(Task goal) Could you retype the material, starting at its first line and ending with the line holding "index tip: (256, 148)", and keep the pictures out?

[Start of section]

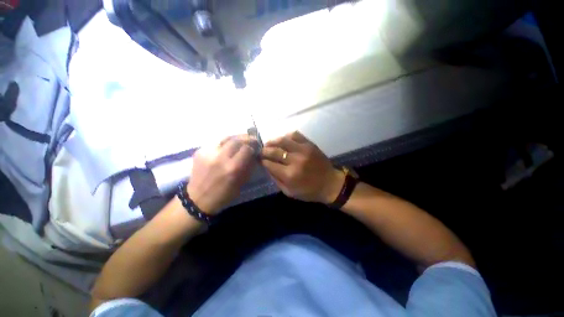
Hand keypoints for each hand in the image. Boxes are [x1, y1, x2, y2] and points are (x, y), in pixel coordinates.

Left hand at [188, 135, 255, 214]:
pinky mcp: (199, 151)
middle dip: (246, 138)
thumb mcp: (241, 183)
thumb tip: (254, 154)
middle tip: (252, 139)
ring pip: (225, 137)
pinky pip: (216, 142)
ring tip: (241, 139)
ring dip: (236, 137)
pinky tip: (228, 146)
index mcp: (232, 168)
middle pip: (236, 140)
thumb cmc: (223, 194)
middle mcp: (220, 158)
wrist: (197, 199)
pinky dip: (225, 143)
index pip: (246, 149)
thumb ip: (248, 167)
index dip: (253, 147)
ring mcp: (208, 153)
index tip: (256, 148)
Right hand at [261, 131, 344, 203]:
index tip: (259, 159)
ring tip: (269, 144)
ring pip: (283, 140)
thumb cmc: (309, 191)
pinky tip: (284, 140)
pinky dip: (286, 136)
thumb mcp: (289, 192)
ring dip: (273, 141)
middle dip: (264, 150)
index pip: (269, 163)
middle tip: (261, 151)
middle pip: (274, 151)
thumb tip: (266, 166)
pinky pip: (295, 134)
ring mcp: (303, 150)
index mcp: (289, 175)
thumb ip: (276, 179)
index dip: (262, 161)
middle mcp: (295, 160)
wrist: (330, 184)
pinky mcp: (310, 144)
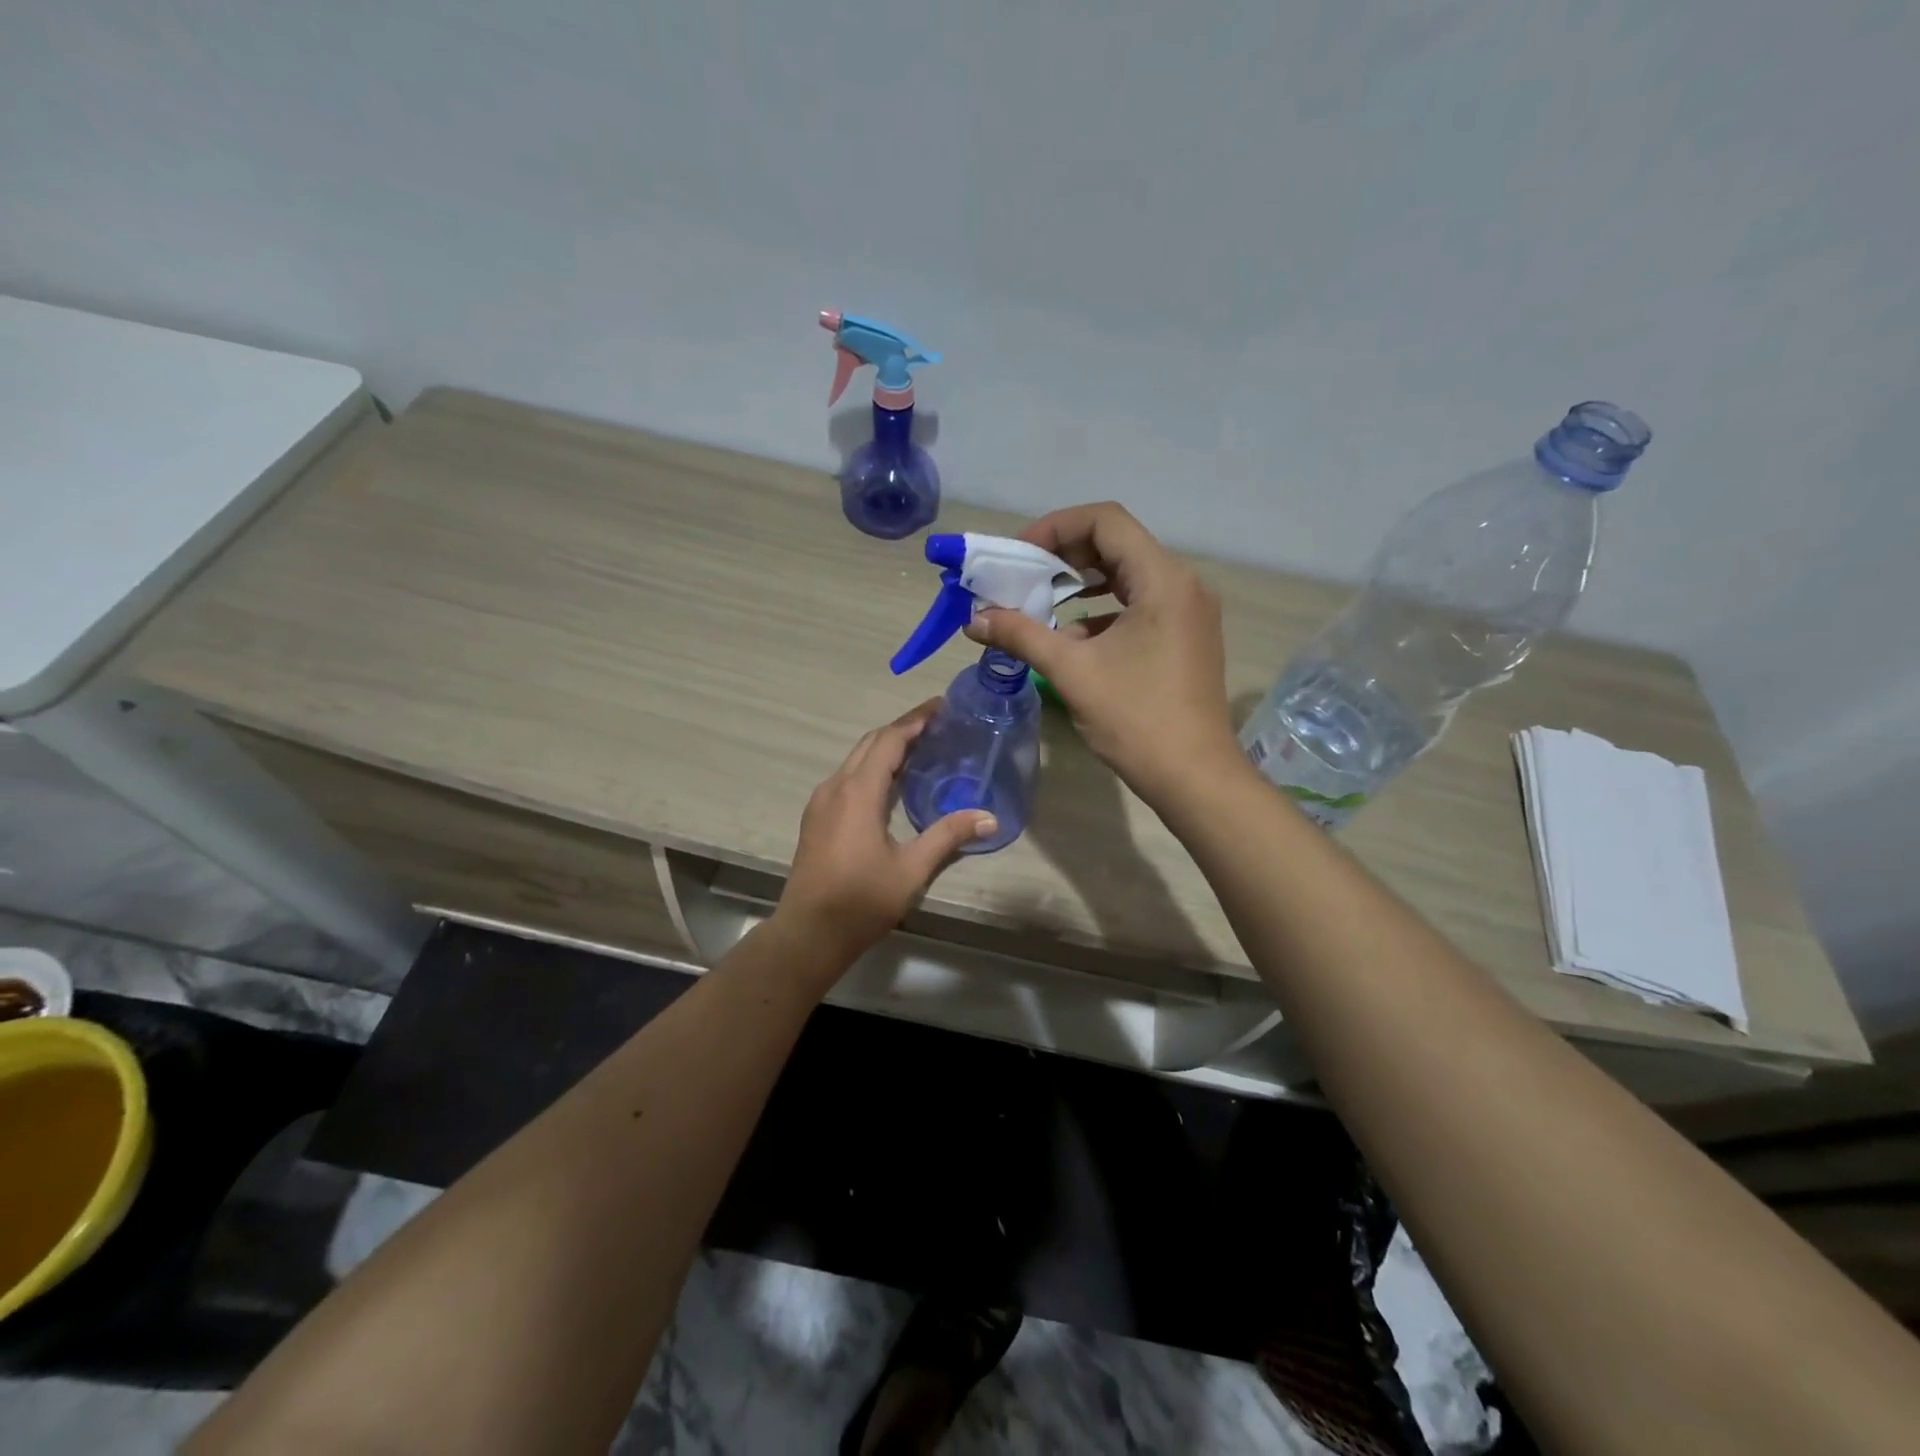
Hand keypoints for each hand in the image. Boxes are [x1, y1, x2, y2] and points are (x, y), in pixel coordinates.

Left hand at [773, 702, 996, 973]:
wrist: (809, 933)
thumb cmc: (861, 900)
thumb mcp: (912, 869)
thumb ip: (948, 836)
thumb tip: (990, 817)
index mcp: (858, 791)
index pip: (889, 740)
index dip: (915, 720)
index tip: (941, 707)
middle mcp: (835, 787)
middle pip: (870, 743)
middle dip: (902, 729)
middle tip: (937, 725)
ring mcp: (821, 802)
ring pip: (856, 760)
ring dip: (886, 748)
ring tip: (920, 749)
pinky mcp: (816, 818)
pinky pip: (847, 778)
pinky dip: (872, 768)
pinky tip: (891, 784)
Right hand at [964, 502, 1239, 808]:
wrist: (1194, 778)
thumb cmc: (1136, 720)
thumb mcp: (1072, 672)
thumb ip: (1021, 635)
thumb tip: (974, 619)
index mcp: (1162, 579)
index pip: (1105, 520)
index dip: (1055, 527)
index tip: (1019, 556)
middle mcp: (1182, 583)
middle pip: (1116, 543)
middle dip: (1063, 555)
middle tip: (1022, 578)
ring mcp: (1189, 611)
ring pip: (1128, 575)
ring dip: (1081, 582)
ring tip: (1040, 602)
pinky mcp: (1186, 636)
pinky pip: (1139, 604)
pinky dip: (1103, 610)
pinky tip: (1073, 637)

[End of section]

(Answer)
Hand keypoints for each hand in the image. Boxes are [x1, y1, x2, y2] and points are (x, y), in pixel coordinates.

Left hand at [188, 135, 255, 214]:
pinky mcp: (199, 151)
middle dip: (246, 138)
thumb mcp: (241, 183)
thumb tip: (254, 154)
middle tip: (252, 139)
ring pip: (225, 137)
pinky pip: (216, 142)
ring tip: (241, 139)
ring dip: (236, 137)
pinky tip: (228, 146)
index mcp: (232, 168)
middle pip: (236, 140)
thumb cmc: (223, 194)
middle mcp: (220, 158)
wrist: (197, 199)
pinky dip: (225, 143)
index pip: (246, 149)
thumb ip: (248, 167)
index dip: (253, 147)
ring mcp: (208, 153)
index tip: (256, 148)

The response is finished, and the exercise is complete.